▶ **YOUR ASSIGNMENT**
Each line of the data must be given back verbatim, with pictures removed.
MATERIAL FOR THIS TASK START
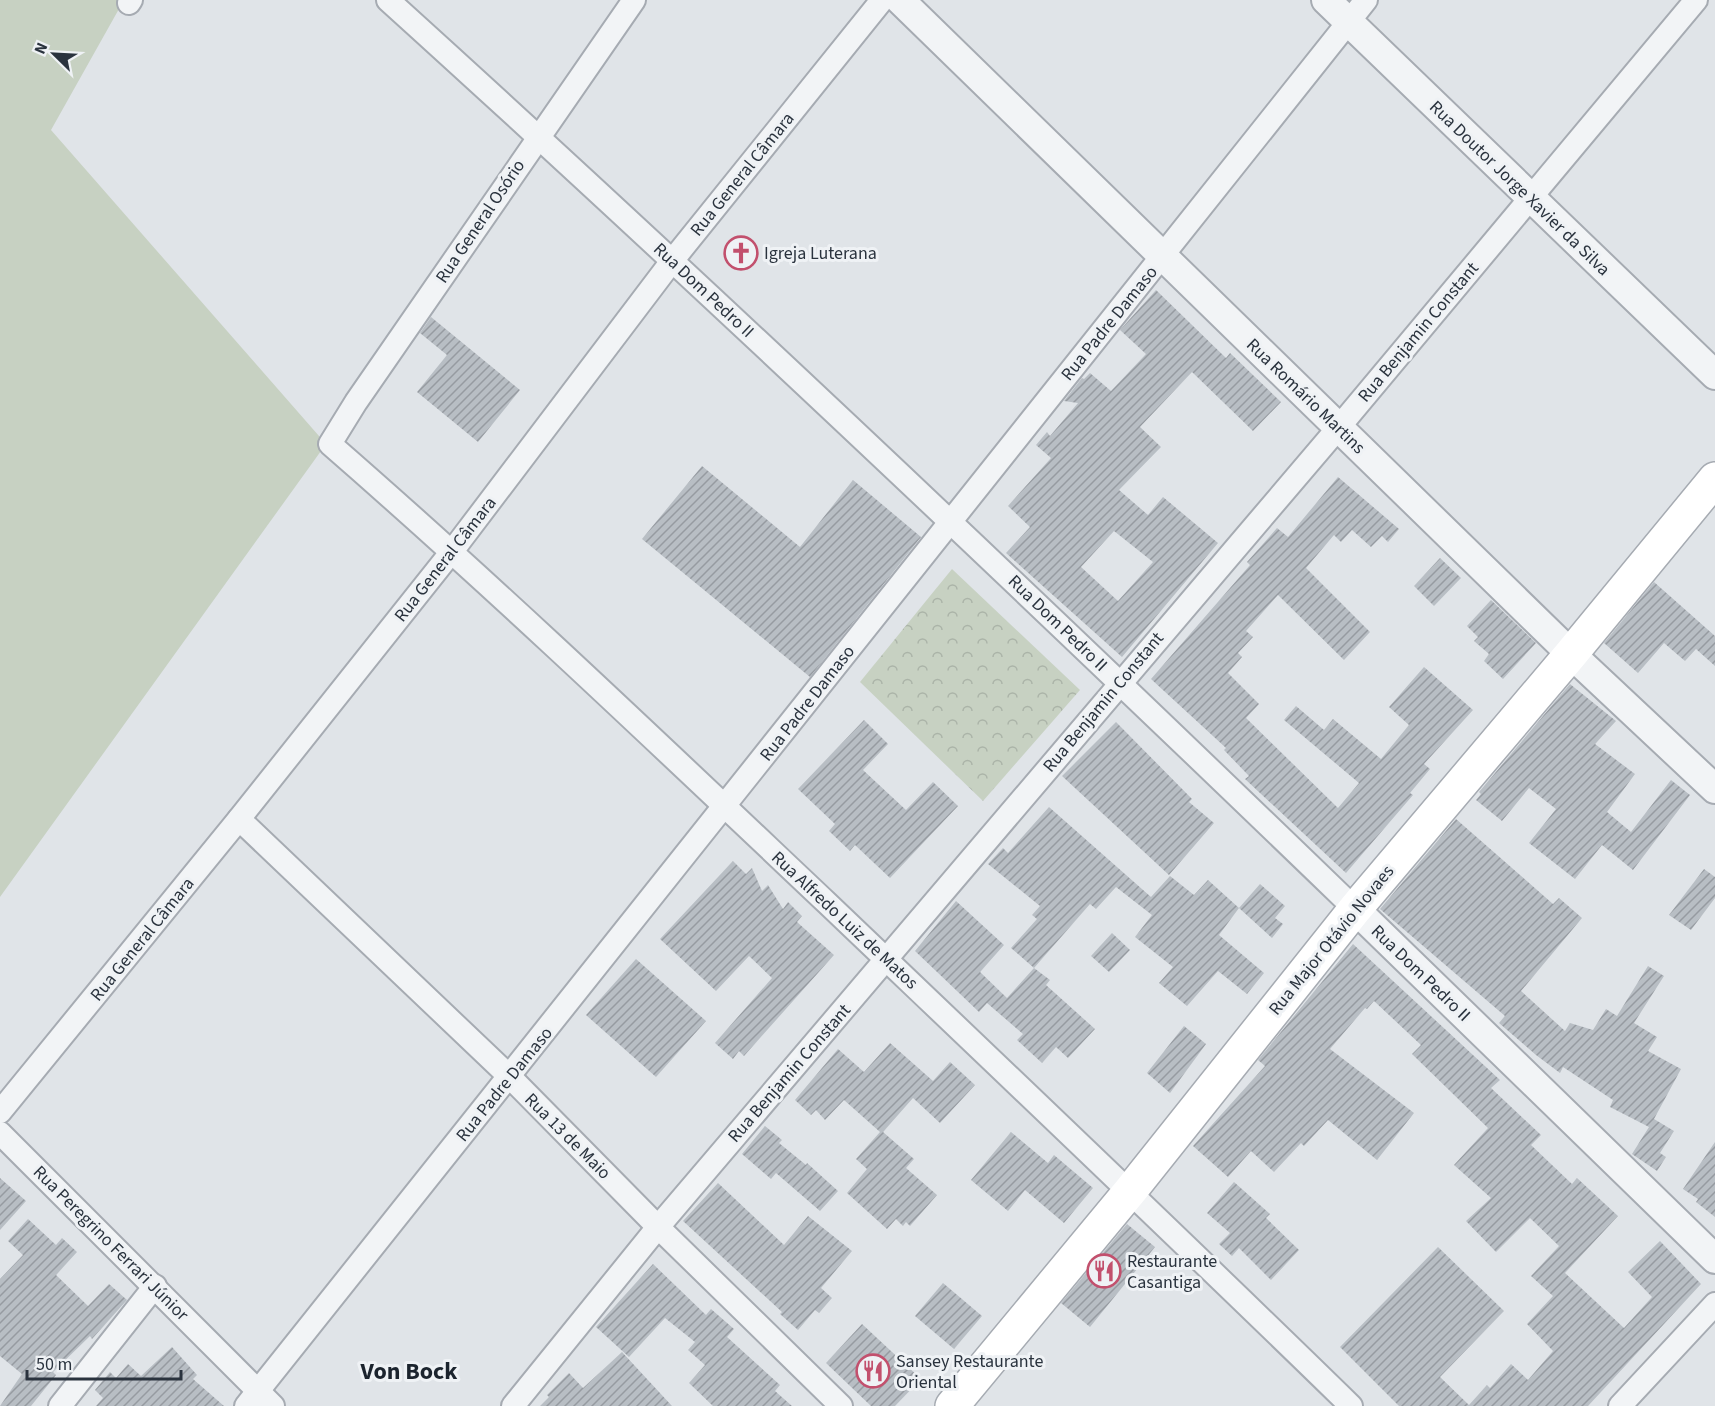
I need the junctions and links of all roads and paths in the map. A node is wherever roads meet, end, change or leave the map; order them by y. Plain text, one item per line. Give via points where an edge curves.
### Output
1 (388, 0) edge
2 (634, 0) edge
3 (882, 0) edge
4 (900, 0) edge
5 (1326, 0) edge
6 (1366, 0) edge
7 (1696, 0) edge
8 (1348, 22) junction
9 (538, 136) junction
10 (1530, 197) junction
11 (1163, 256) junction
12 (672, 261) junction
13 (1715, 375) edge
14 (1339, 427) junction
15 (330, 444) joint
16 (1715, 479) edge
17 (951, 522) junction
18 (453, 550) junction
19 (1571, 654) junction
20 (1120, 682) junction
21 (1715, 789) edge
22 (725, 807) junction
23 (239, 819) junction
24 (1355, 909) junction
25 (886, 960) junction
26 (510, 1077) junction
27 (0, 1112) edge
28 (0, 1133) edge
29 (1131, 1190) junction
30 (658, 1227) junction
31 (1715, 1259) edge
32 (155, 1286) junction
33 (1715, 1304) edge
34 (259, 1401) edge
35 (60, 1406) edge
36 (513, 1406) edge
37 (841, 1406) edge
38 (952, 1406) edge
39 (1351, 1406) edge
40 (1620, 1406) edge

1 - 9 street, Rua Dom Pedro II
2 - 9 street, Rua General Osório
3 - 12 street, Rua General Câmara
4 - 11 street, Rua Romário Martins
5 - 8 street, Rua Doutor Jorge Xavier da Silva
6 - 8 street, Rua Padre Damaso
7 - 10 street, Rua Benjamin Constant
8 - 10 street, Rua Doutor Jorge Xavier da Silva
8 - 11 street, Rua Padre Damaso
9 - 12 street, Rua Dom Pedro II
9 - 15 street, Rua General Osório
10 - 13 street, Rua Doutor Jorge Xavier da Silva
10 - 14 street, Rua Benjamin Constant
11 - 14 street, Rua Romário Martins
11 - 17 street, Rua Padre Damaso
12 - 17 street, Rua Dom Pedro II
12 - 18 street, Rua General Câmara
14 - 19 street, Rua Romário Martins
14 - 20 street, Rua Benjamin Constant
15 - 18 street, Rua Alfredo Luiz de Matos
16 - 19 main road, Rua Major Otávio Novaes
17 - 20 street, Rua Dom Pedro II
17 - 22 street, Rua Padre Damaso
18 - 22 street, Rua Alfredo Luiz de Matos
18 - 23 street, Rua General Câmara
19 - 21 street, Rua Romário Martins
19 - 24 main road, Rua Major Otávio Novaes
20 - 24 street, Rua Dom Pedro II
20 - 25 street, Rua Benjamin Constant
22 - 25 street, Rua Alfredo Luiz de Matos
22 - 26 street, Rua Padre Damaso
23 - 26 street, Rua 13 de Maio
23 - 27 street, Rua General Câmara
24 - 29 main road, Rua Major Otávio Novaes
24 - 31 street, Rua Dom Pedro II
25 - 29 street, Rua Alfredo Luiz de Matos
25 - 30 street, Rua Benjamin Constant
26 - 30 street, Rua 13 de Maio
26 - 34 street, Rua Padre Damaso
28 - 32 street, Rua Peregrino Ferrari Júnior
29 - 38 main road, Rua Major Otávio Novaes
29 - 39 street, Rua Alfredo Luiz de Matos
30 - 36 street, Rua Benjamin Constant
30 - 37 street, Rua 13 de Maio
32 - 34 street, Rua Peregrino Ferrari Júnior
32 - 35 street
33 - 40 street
MATERIAL FOR THIS TASK END
▶ **ANSWER FOR THE TASK**
I need the junctions and links of all roads and paths in the map. A node is wherever roads meet, end, change or leave the map; order them by y. Plain text, one item per line. Give via points where an edge curves.
### Output
1 (388, 0) edge
2 (634, 0) edge
3 (882, 0) edge
4 (900, 0) edge
5 (1326, 0) edge
6 (1366, 0) edge
7 (1696, 0) edge
8 (1348, 22) junction
9 (538, 136) junction
10 (1530, 197) junction
11 (1163, 256) junction
12 (672, 261) junction
13 (1715, 375) edge
14 (1339, 427) junction
15 (330, 444) joint
16 (1715, 479) edge
17 (951, 522) junction
18 (453, 550) junction
19 (1571, 654) junction
20 (1120, 682) junction
21 (1715, 789) edge
22 (725, 807) junction
23 (239, 819) junction
24 (1355, 909) junction
25 (886, 960) junction
26 (510, 1077) junction
27 (0, 1112) edge
28 (0, 1133) edge
29 (1131, 1190) junction
30 (658, 1227) junction
31 (1715, 1259) edge
32 (155, 1286) junction
33 (1715, 1304) edge
34 (259, 1401) edge
35 (60, 1406) edge
36 (513, 1406) edge
37 (841, 1406) edge
38 (952, 1406) edge
39 (1351, 1406) edge
40 (1620, 1406) edge

1 - 9 street, Rua Dom Pedro II
2 - 9 street, Rua General Osório
3 - 12 street, Rua General Câmara
4 - 11 street, Rua Romário Martins
5 - 8 street, Rua Doutor Jorge Xavier da Silva
6 - 8 street, Rua Padre Damaso
7 - 10 street, Rua Benjamin Constant
8 - 10 street, Rua Doutor Jorge Xavier da Silva
8 - 11 street, Rua Padre Damaso
9 - 12 street, Rua Dom Pedro II
9 - 15 street, Rua General Osório
10 - 13 street, Rua Doutor Jorge Xavier da Silva
10 - 14 street, Rua Benjamin Constant
11 - 14 street, Rua Romário Martins
11 - 17 street, Rua Padre Damaso
12 - 17 street, Rua Dom Pedro II
12 - 18 street, Rua General Câmara
14 - 19 street, Rua Romário Martins
14 - 20 street, Rua Benjamin Constant
15 - 18 street, Rua Alfredo Luiz de Matos
16 - 19 main road, Rua Major Otávio Novaes
17 - 20 street, Rua Dom Pedro II
17 - 22 street, Rua Padre Damaso
18 - 22 street, Rua Alfredo Luiz de Matos
18 - 23 street, Rua General Câmara
19 - 21 street, Rua Romário Martins
19 - 24 main road, Rua Major Otávio Novaes
20 - 24 street, Rua Dom Pedro II
20 - 25 street, Rua Benjamin Constant
22 - 25 street, Rua Alfredo Luiz de Matos
22 - 26 street, Rua Padre Damaso
23 - 26 street, Rua 13 de Maio
23 - 27 street, Rua General Câmara
24 - 29 main road, Rua Major Otávio Novaes
24 - 31 street, Rua Dom Pedro II
25 - 29 street, Rua Alfredo Luiz de Matos
25 - 30 street, Rua Benjamin Constant
26 - 30 street, Rua 13 de Maio
26 - 34 street, Rua Padre Damaso
28 - 32 street, Rua Peregrino Ferrari Júnior
29 - 38 main road, Rua Major Otávio Novaes
29 - 39 street, Rua Alfredo Luiz de Matos
30 - 36 street, Rua Benjamin Constant
30 - 37 street, Rua 13 de Maio
32 - 34 street, Rua Peregrino Ferrari Júnior
32 - 35 street
33 - 40 street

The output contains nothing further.